By D. Corydon Hammond, PhD, ABPH, ECNS, QEEG-D

Department of Physical Medicine and Rehabilitation, University of Utah School of Medicine, Salt Lake City, UT


After reviewing the relationship of hypnotizability and EEG activity, a discussion follows of how modifying EEG activity may increase hypnotic responsiveness. This is followed by a brief summary of the relationship of hypnotizability to clinical symptoms. Relationship of Hypnotic Responsiveness and EEG Activity. There have been many studies on the relationship of brainwave activity and hypnotic responsiveness. We certainly do not have all the answers yet, but this is a fascinating body of literature.
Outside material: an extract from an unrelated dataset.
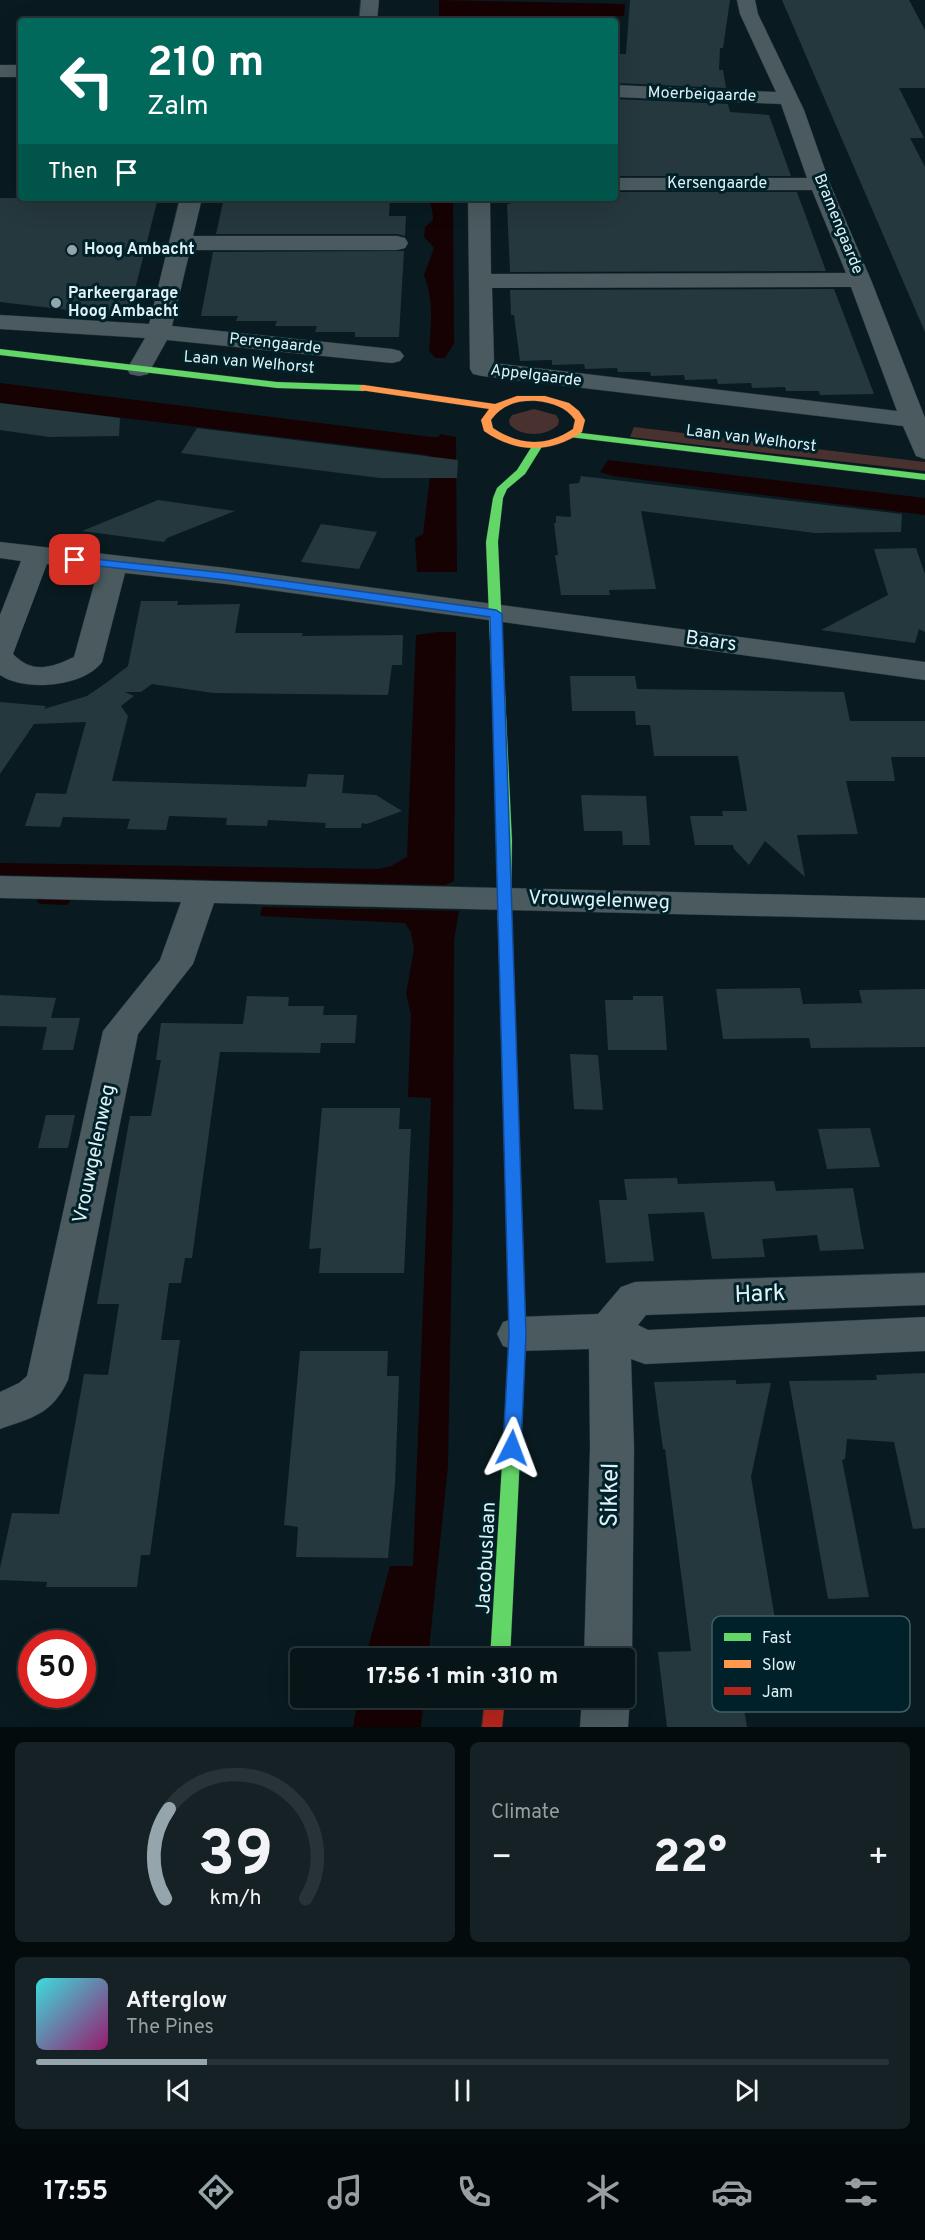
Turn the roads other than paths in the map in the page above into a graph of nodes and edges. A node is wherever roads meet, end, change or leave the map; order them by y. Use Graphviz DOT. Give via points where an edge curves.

The situation is made even more complex by the fact that the brain’s activity differs in hypnosis depending on the nature of the suggestions (e.g., for pain relief, relaxation, hallucinations, etc.).

There is considerable evidence that greater theta brainwave activity is found in high hypnotizable individuals both in and out of hypnosis. Furthermore, low and high hypnotizable persons experience an increase in theta brainwaves when going into hypnosis. Crawford (1990), for example, reported that high hypnotizable persons exhibited significantly greater power in the higher theta range (5.5–7.5 Hz) than persons low
in hypnotic responsivity.

Schacter (1977) described two types of theta brainwaves: theta associated with feelings of drowsiness, and another type of theta brainwave associated with focused attention and involved in
complex problem solving (e.g., mental arithmetic). He believed that enhanced theta activity during problem solving represented “a combination of selective, narrowly focused processing, and intensive ‘mental effort’” (p. 59). This kind of theta has been interpreted as demonstrating strongly focused attention (e.g.,
Inouye, Ishihara, & Shinosaki, 1984, 1985; Mizuki, 1987; Mizuki, Tanaka, Isozaki, & Inanaga, 1976; Mizuki, Tanaka, Isozaki, Nishijima, & Inanaga, 1980), and we commonly define hypnosis as being a state of focused attention and concentration (Hammond, 1998).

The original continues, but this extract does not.